● **Work item**:
Search the data for the string "MARIÑO", and report each line where it is found.

● **Data supplied**:
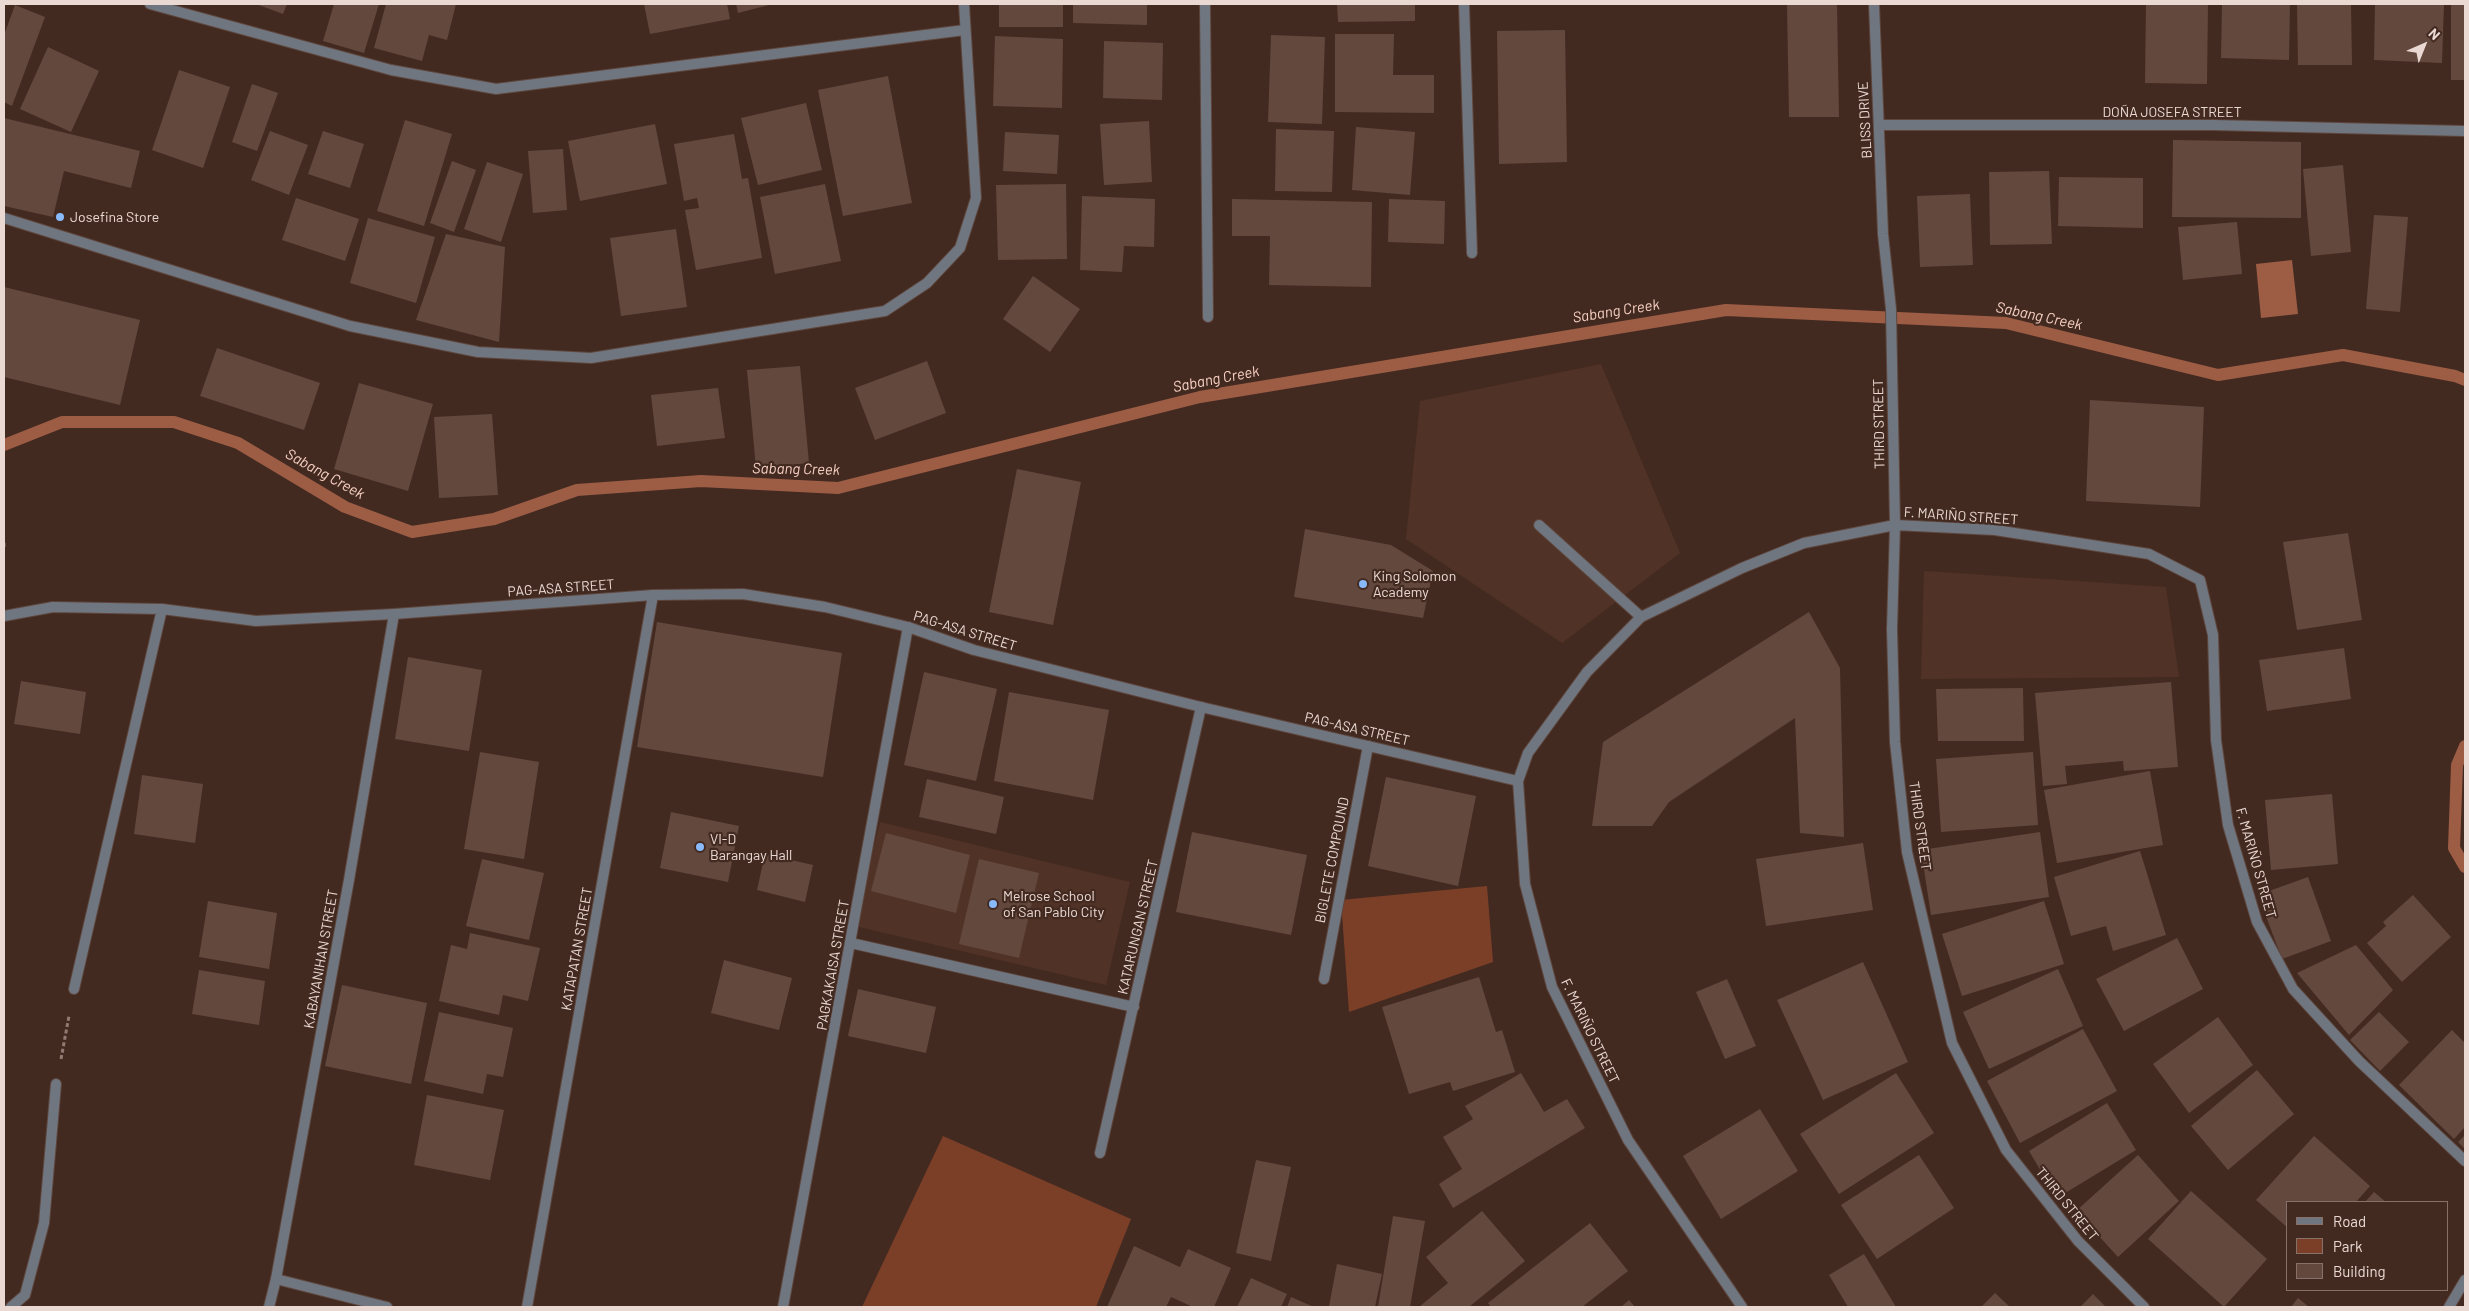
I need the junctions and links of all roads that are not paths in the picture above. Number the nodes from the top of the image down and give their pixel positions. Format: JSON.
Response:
{"nodes":[{"id":1,"x":150,"y":4,"type":"edge"},
{"id":2,"x":964,"y":4,"type":"edge"},
{"id":3,"x":1205,"y":4,"type":"edge"},
{"id":4,"x":1464,"y":4,"type":"edge"},
{"id":5,"x":1874,"y":4,"type":"edge"},
{"id":6,"x":964,"y":30,"type":"junction"},
{"id":7,"x":1879,"y":125,"type":"junction"},
{"id":8,"x":2465,"y":131,"type":"edge"},
{"id":9,"x":4,"y":218,"type":"edge"},
{"id":10,"x":1472,"y":252,"type":"dead end"},
{"id":11,"x":1891,"y":309,"type":"joint"},
{"id":12,"x":1208,"y":317,"type":"dead end"},
{"id":13,"x":1539,"y":525,"type":"dead end"},
{"id":14,"x":1895,"y":525,"type":"junction"},
{"id":15,"x":653,"y":595,"type":"junction"},
{"id":16,"x":162,"y":608,"type":"junction"},
{"id":17,"x":394,"y":614,"type":"junction"},
{"id":18,"x":4,"y":616,"type":"edge"},
{"id":19,"x":1641,"y":617,"type":"junction"},
{"id":20,"x":908,"y":627,"type":"junction"},
{"id":21,"x":1201,"y":707,"type":"junction"},
{"id":22,"x":1368,"y":746,"type":"junction"},
{"id":23,"x":1518,"y":781,"type":"junction"},
{"id":24,"x":851,"y":943,"type":"junction"},
{"id":25,"x":1324,"y":979,"type":"dead end"},
{"id":26,"x":74,"y":989,"type":"road end"},
{"id":27,"x":1134,"y":1007,"type":"junction"},
{"id":28,"x":56,"y":1084,"type":"road end"},
{"id":29,"x":1100,"y":1153,"type":"dead end"},
{"id":30,"x":2465,"y":1161,"type":"edge"},
{"id":31,"x":276,"y":1279,"type":"junction"},
{"id":32,"x":2465,"y":1280,"type":"edge"},
{"id":33,"x":10,"y":1307,"type":"edge"},
{"id":34,"x":269,"y":1307,"type":"edge"},
{"id":35,"x":387,"y":1307,"type":"edge"},
{"id":36,"x":527,"y":1307,"type":"edge"},
{"id":37,"x":783,"y":1307,"type":"edge"},
{"id":38,"x":1742,"y":1307,"type":"edge"},
{"id":39,"x":2144,"y":1307,"type":"edge"},
{"id":40,"x":2449,"y":1307,"type":"edge"}],
"edges":[{"from":1,"to":6,"type":"street"},
{"from":2,"to":6,"type":"street"},
{"from":3,"to":12,"type":"street"},
{"from":4,"to":10,"type":"street"},
{"from":5,"to":7,"type":"street","name":"BLISS DRIVE"},
{"from":6,"to":9,"type":"street"},
{"from":7,"to":8,"type":"street","name":"DOÑA JOSEFA STREET"},
{"from":7,"to":11,"type":"street","name":"BLISS DRIVE"},
{"from":11,"to":14,"type":"street","name":"THIRD STREET"},
{"from":13,"to":19,"type":"street"},
{"from":14,"to":19,"type":"street","name":"F. MARIÑO STREET"},
{"from":14,"to":30,"type":"street","name":"F. MARIÑO STREET"},
{"from":14,"to":39,"type":"street","name":"THIRD STREET"},
{"from":15,"to":17,"type":"street","name":"PAG-ASA STREET"},
{"from":15,"to":20,"type":"street","name":"PAG-ASA STREET"},
{"from":15,"to":36,"type":"street","name":"KATAPATAN STREET"},
{"from":16,"to":17,"type":"street","name":"PAG-ASA STREET"},
{"from":16,"to":18,"type":"street","name":"PAG-ASA STREET"},
{"from":16,"to":26,"type":"street"},
{"from":17,"to":31,"type":"street","name":"KABAYANIHAN STREET"},
{"from":19,"to":23,"type":"street","name":"F. MARIÑO STREET"},
{"from":20,"to":21,"type":"street","name":"PAG-ASA STREET"},
{"from":20,"to":24,"type":"street","name":"PAGKAKAISA STREET"},
{"from":21,"to":22,"type":"street","name":"PAG-ASA STREET"},
{"from":21,"to":27,"type":"street","name":"KATARUNGAN STREET"},
{"from":22,"to":23,"type":"street","name":"PAG-ASA STREET"},
{"from":22,"to":25,"type":"street","name":"BIGLETE COMPOUND"},
{"from":23,"to":38,"type":"street","name":"F. MARIÑO STREET"},
{"from":24,"to":27,"type":"street"},
{"from":24,"to":37,"type":"street","name":"PAGKAKAISA STREET"},
{"from":27,"to":29,"type":"street","name":"KATARUNGAN STREET"},
{"from":28,"to":33,"type":"street"},
{"from":31,"to":34,"type":"street","name":"KABAYANIHAN STREET"},
{"from":31,"to":35,"type":"street"},
{"from":32,"to":40,"type":"street"}]}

● **Solution below**:
{"from":14,"to":19,"type":"street","name":"F. MARIÑO STREET"},
{"from":14,"to":30,"type":"street","name":"F. MARIÑO STREET"},
{"from":19,"to":23,"type":"street","name":"F. MARIÑO STREET"},
{"from":23,"to":38,"type":"street","name":"F. MARIÑO STREET"},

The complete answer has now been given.